== Recorded data ==

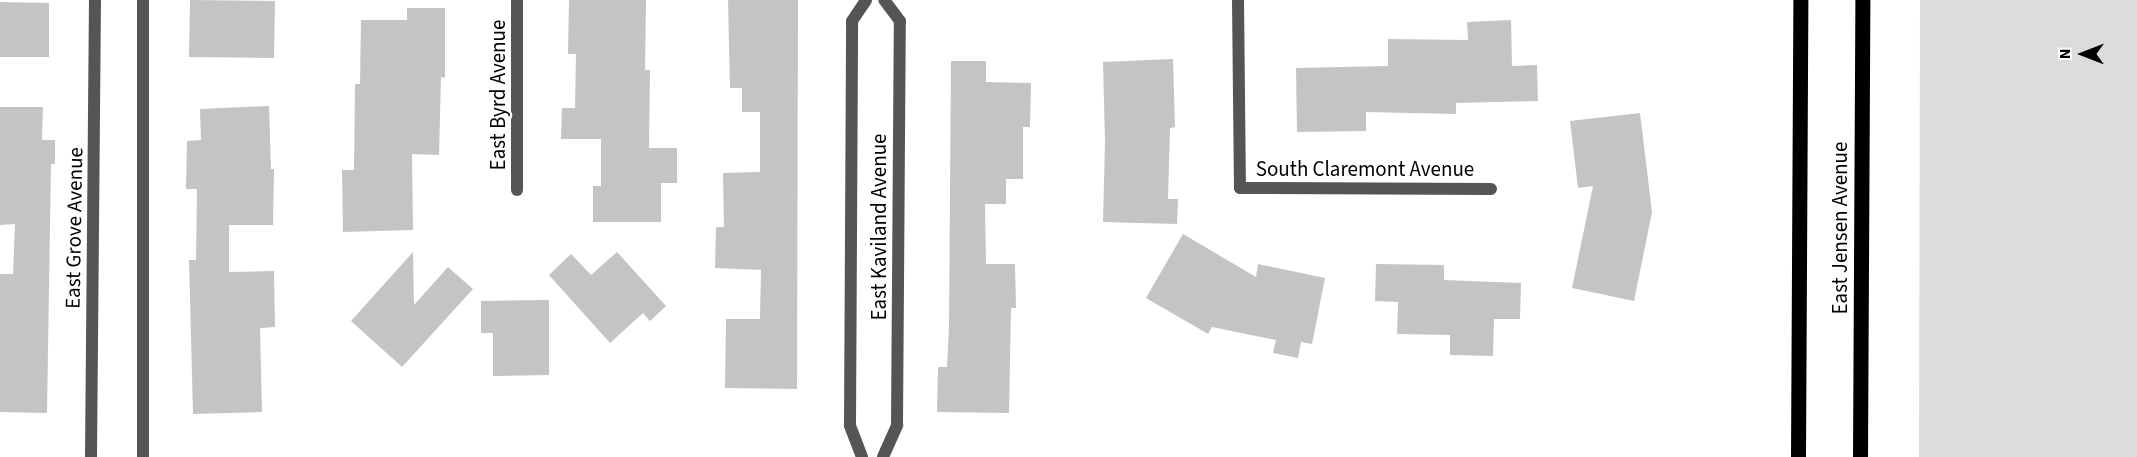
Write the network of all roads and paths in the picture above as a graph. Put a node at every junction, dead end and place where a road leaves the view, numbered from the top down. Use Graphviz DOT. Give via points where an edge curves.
graph roads {
  1 [pos="95,0"];
  2 [pos="143,0"];
  3 [pos="517,0"];
  4 [pos="866,0"];
  5 [pos="884,0"];
  6 [pos="1238,0"];
  7 [pos="1800,0"];
  8 [pos="1862,0"];
  9 [pos="1491,189"];
  10 [pos="517,190"];
  11 [pos="91,457"];
  12 [pos="143,457"];
  13 [pos="862,457"];
  14 [pos="883,457"];
  15 [pos="1798,457"];
  16 [pos="1860,457"];
  1 -- 11 [label="street, East Grove Avenue"];
  2 -- 12 [label="street"];
  3 -- 10 [label="street, East Byrd Avenue"];
  4 -- 13 [label="street, East Kaviland Avenue" via="852,21 850,425"];
  5 -- 14 [label="street, East Kaviland Avenue" via="900,21 900,33 897,425"];
  6 -- 9 [label="street, South Claremont Avenue" via="1240,188"];
  7 -- 15 [label="main road, East Jensen Avenue"];
  8 -- 16 [label="main road, East Jensen Avenue"];
}
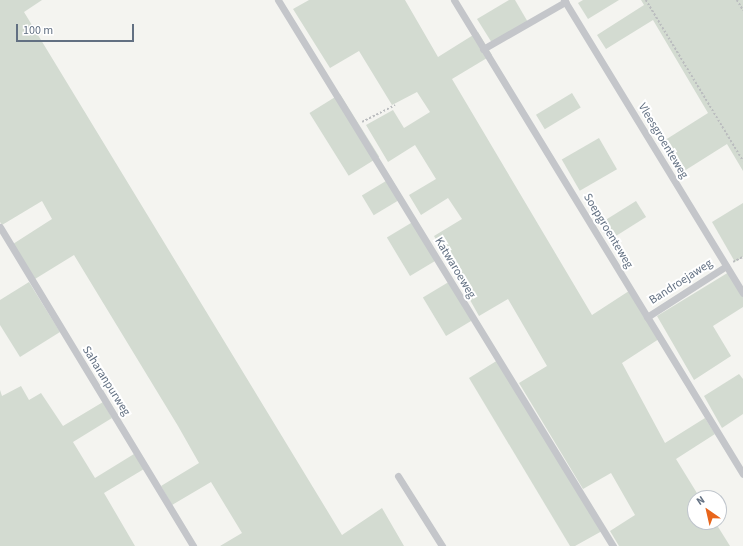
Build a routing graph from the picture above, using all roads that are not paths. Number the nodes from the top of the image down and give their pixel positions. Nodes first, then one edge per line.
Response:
1 (278, 0) edge
2 (454, 0) edge
3 (564, 1) edge
4 (483, 49) junction
5 (0, 227) edge
6 (726, 266) junction
7 (743, 293) edge
8 (647, 317) junction
9 (743, 474) edge
10 (398, 476) dead end
11 (194, 546) edge
12 (442, 546) edge
13 (613, 546) edge

1 - 13 street, Katwaroeweg
2 - 4 street, Soepgroenteweg
3 - 4 street
3 - 6 street, Vleesgroenteweg
4 - 8 street, Soepgroenteweg
5 - 11 street, Saharanpurweg
6 - 7 street, Vleesgroenteweg
6 - 8 street, Bandroejaweg
8 - 9 street, Soepgroenteweg
10 - 12 street

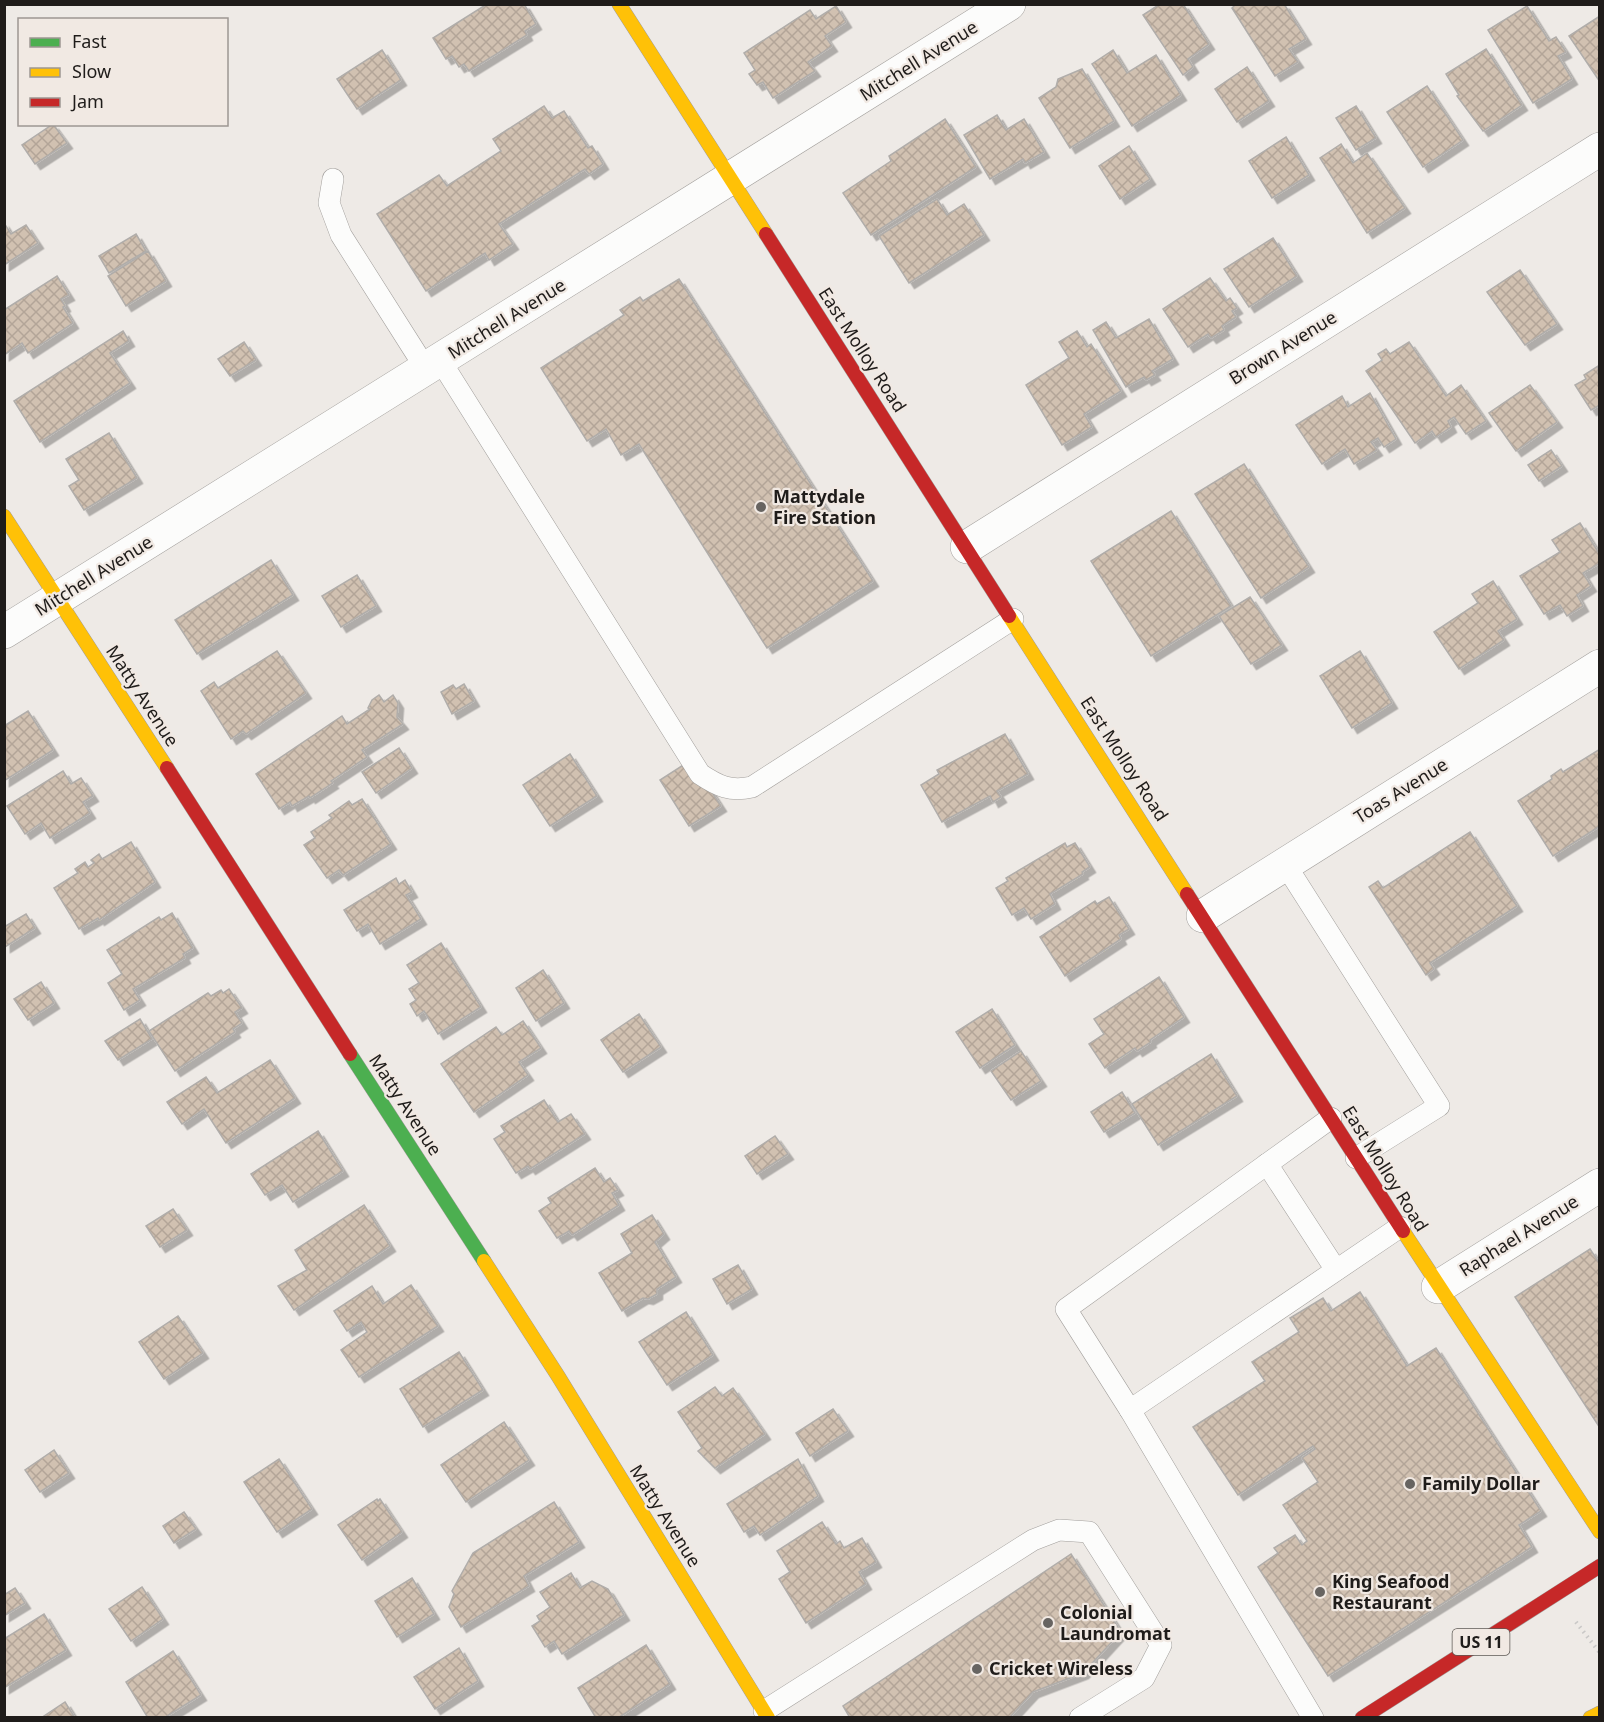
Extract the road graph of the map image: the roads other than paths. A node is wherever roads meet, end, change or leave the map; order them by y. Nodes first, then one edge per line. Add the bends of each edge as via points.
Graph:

===

◆ The problem ◆
Only the pictures may be dropped; print every record exactly as given.

◆ Reply ◆
Write the network of all roads and paths in the picture above as a graph. Put a node at every junction, dead end and place where a road leaves the view, numbered from the top down. Use Graphviz DOT. Give via points where an edge curves.
graph roads {
  1 [pos="95,0"];
  2 [pos="143,0"];
  3 [pos="517,0"];
  4 [pos="866,0"];
  5 [pos="884,0"];
  6 [pos="1238,0"];
  7 [pos="1800,0"];
  8 [pos="1862,0"];
  9 [pos="1491,189"];
  10 [pos="517,190"];
  11 [pos="91,457"];
  12 [pos="143,457"];
  13 [pos="862,457"];
  14 [pos="883,457"];
  15 [pos="1798,457"];
  16 [pos="1860,457"];
  1 -- 11 [label="street, East Grove Avenue"];
  2 -- 12 [label="street"];
  3 -- 10 [label="street, East Byrd Avenue"];
  4 -- 13 [label="street, East Kaviland Avenue" via="852,21 850,425"];
  5 -- 14 [label="street, East Kaviland Avenue" via="900,21 900,33 897,425"];
  6 -- 9 [label="street, South Claremont Avenue" via="1240,188"];
  7 -- 15 [label="main road, East Jensen Avenue"];
  8 -- 16 [label="main road, East Jensen Avenue"];
}
Build a routing graph from the picture above, using all roads that are not paths. Number the nodes from the top of the image down and give their pixel positions. Nodes first, then one edge per line.
Response:
1 (278, 0) edge
2 (454, 0) edge
3 (564, 1) edge
4 (483, 49) junction
5 (0, 227) edge
6 (726, 266) junction
7 (743, 293) edge
8 (647, 317) junction
9 (743, 474) edge
10 (398, 476) dead end
11 (194, 546) edge
12 (442, 546) edge
13 (613, 546) edge

1 - 13 street, Katwaroeweg
2 - 4 street, Soepgroenteweg
3 - 4 street
3 - 6 street, Vleesgroenteweg
4 - 8 street, Soepgroenteweg
5 - 11 street, Saharanpurweg
6 - 7 street, Vleesgroenteweg
6 - 8 street, Bandroejaweg
8 - 9 street, Soepgroenteweg
10 - 12 street

Extract the road graph of the map image: the roads other than paths. A node is wherever roads meet, end, change or leave the map; order them by y. Nodes first, then one edge per line. Add the bends of each edge as via points.
Graph:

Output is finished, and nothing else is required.